American legislative district

Maryland Legislative District 36 is one of 47 districts in the state for the Maryland General Assembly. It covers Kent County, Queen Anne's County, and parts of Caroline County and Cecil County. The district is represented by three delegates in the Maryland House of Delegates.

==Demographic characteristics==
As of the 2020 United States census, the district had a population of 129,429, of whom 101,733 (78.6%) were of voting age.
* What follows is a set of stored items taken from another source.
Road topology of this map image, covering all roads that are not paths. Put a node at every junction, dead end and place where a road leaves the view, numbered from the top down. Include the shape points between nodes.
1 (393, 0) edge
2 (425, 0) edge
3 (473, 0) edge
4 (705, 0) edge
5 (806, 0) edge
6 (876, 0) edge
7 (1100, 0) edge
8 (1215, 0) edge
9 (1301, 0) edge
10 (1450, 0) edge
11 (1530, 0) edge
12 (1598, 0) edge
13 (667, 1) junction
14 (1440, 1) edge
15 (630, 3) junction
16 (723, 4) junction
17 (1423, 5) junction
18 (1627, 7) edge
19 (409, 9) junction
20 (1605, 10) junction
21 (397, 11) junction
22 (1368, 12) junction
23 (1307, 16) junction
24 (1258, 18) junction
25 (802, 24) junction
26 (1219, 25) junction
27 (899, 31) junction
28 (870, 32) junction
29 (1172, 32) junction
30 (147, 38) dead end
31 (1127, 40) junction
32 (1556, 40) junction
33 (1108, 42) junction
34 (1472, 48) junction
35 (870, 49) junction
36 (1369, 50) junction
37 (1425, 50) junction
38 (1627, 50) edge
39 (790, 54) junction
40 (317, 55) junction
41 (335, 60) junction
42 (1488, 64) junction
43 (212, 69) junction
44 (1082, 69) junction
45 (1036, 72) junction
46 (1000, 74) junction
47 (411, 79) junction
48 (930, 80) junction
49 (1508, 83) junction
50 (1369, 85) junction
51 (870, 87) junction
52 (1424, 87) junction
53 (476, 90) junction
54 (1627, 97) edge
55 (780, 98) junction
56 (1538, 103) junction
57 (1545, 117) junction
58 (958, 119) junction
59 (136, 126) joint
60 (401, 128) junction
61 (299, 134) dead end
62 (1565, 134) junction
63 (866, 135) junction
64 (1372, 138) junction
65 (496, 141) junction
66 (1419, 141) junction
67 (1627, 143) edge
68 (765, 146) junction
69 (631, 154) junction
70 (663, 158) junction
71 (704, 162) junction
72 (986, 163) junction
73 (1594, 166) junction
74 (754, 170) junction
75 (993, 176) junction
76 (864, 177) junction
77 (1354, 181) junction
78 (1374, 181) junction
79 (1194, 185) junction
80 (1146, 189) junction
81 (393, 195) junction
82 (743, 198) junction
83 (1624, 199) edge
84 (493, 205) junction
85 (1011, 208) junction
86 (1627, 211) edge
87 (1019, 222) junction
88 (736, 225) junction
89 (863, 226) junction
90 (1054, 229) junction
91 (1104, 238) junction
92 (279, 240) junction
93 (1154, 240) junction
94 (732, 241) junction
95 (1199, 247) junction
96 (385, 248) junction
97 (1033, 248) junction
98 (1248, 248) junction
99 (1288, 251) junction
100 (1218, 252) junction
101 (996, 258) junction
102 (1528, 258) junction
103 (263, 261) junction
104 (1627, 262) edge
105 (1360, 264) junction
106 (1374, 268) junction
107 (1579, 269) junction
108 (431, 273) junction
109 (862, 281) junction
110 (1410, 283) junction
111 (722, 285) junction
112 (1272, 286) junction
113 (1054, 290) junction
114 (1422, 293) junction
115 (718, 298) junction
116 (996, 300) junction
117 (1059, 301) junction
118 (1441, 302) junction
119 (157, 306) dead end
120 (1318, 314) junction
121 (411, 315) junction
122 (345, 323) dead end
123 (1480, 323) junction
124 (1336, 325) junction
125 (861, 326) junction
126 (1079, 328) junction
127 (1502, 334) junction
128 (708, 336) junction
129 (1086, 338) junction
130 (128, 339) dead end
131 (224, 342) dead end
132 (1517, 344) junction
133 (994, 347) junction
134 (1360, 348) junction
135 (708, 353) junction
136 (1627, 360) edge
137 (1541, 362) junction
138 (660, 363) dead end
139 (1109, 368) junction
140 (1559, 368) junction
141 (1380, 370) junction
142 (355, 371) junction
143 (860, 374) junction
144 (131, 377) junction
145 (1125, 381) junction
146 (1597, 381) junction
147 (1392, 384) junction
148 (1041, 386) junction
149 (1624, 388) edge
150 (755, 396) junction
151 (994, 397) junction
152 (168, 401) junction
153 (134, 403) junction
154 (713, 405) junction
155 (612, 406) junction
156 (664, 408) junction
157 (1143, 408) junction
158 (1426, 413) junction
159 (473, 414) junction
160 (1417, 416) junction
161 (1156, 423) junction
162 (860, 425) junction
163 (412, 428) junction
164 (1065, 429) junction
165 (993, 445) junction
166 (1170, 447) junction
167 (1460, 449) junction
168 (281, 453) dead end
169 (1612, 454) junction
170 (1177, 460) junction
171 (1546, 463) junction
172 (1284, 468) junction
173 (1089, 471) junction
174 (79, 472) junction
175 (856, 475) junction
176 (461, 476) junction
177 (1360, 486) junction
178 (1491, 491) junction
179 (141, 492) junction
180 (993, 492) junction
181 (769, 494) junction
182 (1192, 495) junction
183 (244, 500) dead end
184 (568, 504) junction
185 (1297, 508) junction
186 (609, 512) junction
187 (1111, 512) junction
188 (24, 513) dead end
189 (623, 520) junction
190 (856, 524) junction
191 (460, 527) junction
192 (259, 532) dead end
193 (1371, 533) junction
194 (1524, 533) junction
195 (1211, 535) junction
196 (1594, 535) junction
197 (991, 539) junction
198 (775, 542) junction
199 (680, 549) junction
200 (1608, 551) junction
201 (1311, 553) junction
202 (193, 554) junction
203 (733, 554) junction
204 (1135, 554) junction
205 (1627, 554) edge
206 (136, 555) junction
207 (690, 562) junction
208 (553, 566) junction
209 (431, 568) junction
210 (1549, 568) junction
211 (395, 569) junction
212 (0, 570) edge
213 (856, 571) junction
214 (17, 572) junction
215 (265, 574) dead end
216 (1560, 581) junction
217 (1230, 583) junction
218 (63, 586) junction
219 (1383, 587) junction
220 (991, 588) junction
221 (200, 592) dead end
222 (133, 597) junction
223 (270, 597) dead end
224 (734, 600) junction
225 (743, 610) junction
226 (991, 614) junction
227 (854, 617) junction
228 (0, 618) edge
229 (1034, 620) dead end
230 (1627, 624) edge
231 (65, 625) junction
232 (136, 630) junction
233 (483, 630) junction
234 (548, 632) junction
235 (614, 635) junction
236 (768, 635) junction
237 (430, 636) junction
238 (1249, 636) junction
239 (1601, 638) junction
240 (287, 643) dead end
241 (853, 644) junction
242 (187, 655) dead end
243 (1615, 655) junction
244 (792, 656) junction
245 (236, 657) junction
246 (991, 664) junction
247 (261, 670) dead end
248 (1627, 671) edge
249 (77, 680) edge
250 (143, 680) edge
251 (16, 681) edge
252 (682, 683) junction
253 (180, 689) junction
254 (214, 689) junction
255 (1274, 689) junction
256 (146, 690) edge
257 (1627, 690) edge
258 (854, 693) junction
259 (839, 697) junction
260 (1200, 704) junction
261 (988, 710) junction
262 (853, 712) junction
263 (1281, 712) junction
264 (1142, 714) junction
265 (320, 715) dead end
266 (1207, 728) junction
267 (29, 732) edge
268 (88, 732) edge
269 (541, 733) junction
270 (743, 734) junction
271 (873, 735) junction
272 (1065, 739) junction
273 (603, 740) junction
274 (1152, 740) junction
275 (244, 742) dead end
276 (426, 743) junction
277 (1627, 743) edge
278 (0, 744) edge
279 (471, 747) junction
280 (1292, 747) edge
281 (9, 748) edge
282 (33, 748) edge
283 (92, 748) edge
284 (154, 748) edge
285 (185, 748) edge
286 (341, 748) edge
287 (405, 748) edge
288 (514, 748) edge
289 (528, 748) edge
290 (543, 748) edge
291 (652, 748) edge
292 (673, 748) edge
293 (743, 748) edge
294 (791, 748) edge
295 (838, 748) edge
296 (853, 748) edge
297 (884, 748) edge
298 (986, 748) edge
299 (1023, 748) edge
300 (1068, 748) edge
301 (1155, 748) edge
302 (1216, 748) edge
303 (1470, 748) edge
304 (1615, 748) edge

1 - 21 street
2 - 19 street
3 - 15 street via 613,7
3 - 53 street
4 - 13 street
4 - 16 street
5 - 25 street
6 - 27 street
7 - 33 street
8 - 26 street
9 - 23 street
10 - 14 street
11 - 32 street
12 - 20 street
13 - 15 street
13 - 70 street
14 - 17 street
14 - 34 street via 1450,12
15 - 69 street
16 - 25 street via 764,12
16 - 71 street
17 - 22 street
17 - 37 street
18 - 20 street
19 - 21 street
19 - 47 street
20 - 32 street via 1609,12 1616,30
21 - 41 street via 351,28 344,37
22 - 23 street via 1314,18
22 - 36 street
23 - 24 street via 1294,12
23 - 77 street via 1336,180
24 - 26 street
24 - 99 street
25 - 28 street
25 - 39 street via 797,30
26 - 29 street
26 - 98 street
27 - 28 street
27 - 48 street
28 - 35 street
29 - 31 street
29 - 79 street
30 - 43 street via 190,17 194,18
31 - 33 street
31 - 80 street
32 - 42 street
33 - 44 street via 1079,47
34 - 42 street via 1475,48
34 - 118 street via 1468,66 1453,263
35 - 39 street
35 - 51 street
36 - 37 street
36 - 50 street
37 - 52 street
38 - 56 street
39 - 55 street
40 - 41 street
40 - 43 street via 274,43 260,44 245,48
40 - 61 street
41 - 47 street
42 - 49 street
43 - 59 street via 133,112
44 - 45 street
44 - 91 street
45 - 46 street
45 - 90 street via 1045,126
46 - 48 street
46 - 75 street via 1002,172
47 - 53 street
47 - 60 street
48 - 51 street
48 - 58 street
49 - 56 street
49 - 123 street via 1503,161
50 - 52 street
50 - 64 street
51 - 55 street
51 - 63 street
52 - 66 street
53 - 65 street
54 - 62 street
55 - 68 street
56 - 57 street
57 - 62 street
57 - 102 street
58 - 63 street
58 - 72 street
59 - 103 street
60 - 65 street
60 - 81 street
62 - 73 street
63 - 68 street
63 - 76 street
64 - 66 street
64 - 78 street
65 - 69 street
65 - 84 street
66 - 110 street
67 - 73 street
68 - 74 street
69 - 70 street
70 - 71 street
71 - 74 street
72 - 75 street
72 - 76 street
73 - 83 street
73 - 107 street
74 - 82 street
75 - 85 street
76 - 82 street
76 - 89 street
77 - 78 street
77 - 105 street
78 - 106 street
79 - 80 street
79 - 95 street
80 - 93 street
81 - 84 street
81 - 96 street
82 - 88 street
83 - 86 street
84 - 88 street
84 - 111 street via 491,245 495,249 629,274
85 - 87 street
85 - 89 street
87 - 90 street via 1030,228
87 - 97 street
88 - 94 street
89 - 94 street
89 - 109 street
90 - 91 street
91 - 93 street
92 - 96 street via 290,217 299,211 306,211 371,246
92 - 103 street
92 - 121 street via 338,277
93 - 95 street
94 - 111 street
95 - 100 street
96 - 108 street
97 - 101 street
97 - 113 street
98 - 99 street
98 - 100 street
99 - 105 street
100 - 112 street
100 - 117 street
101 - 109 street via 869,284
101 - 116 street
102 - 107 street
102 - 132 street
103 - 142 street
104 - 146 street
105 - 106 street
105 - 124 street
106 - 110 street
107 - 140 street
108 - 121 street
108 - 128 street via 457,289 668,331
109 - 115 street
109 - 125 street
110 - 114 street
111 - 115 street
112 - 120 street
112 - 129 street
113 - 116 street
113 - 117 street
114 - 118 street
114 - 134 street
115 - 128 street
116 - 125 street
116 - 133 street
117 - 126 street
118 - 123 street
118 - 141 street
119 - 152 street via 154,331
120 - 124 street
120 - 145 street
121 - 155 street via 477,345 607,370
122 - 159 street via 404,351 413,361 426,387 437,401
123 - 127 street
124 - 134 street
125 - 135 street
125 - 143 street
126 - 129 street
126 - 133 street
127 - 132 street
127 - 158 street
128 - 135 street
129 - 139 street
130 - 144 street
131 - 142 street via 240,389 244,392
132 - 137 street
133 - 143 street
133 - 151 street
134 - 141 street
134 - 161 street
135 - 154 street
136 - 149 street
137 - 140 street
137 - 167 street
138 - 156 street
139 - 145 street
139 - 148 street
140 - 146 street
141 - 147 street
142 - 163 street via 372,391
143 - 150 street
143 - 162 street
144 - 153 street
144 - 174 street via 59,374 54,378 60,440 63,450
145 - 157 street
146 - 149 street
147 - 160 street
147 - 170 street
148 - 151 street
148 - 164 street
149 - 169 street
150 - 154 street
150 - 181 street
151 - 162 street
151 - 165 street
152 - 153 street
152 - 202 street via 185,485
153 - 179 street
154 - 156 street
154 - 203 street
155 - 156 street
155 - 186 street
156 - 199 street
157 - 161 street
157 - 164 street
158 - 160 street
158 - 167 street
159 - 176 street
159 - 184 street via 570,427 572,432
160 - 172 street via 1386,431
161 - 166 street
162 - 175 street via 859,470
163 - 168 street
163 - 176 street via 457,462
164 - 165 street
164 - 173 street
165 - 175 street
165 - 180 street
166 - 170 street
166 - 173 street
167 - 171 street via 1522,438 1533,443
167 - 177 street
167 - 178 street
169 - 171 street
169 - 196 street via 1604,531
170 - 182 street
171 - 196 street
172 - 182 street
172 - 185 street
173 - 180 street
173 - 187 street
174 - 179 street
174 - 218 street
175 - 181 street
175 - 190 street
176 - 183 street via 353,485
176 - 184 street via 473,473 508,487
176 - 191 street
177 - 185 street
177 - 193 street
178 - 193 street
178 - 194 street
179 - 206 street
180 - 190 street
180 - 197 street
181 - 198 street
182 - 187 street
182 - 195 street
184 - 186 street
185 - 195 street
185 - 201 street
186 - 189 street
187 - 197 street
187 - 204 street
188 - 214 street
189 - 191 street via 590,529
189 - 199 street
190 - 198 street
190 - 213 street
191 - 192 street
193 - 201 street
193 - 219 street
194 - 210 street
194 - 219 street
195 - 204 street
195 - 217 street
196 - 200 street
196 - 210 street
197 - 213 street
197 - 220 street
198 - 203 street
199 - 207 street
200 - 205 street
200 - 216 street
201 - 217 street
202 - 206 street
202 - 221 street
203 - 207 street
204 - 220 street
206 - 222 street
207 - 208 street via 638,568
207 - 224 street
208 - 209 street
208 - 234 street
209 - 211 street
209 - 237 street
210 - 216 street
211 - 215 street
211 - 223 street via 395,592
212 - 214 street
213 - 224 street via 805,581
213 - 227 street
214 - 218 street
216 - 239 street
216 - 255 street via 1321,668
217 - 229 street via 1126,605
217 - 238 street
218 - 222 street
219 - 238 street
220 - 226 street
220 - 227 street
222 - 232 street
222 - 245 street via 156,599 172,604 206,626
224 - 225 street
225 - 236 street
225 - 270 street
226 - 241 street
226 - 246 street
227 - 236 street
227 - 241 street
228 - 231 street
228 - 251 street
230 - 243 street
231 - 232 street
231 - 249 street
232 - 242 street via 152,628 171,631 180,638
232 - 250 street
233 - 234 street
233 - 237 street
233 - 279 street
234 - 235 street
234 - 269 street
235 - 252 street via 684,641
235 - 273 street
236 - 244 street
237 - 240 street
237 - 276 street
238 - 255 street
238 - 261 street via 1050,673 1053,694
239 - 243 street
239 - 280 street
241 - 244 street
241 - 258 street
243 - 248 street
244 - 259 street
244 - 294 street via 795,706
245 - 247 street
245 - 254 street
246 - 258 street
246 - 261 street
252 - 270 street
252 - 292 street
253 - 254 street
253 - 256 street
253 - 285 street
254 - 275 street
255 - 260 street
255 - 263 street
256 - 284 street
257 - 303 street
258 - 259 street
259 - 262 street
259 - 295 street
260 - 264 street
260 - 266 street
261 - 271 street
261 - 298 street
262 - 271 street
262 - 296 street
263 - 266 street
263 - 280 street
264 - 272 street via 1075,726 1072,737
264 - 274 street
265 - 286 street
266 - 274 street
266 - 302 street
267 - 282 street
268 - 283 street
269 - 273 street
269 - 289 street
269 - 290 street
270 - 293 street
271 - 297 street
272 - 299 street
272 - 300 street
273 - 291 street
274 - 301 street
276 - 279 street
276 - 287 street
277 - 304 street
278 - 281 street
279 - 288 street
The racial makeup of the district was 103,031 (79.6%) White, 11,859 (9.2%) African American, 414 (0.3%) Native American, 1,613 (1.2%) Asian, 40 (0.0%) Pacific Islander, 4,190 (3.2%) from some other race, and 8,282 (6.4%) from two or more races. Hispanic or Latino of any race were 8,428 (6.5%) of the population.

The district had 90,062 registered voters as of October 17, 2020, of whom 17,728 (19.7%) were registered as unaffiliated, 41,025 (45.6%) were registered as Republicans, 29,927 (33.2%) were registered as Democrats, and 766 (0.9%) were registered to other parties.

==Political representation==
The district is represented for the 2023–2027 legislative term in the State Senate by Stephen S. Hershey Jr. (R) and in the House of Delegates by Steven J. Arentz (R), Jefferson L. Ghrist (R) and Jay A. Jacobs (R).

==History==
===1994 redistricting===
On January 14, 1994, Maryland was ordered to submit a plan for a new African American majority district on the Eastern Shore following Marylanders for Fair Representation, Inc. v. Schaefer. The U.S. District Court approved a plan to alter the boundaries of former legislative districts 36, 37, and 38, beginning with the 1994 general election. Following this plan, Kent County, Queen Anne's County and parts of Caroline County, Cecil County and Talbot County were provisioned for district 36.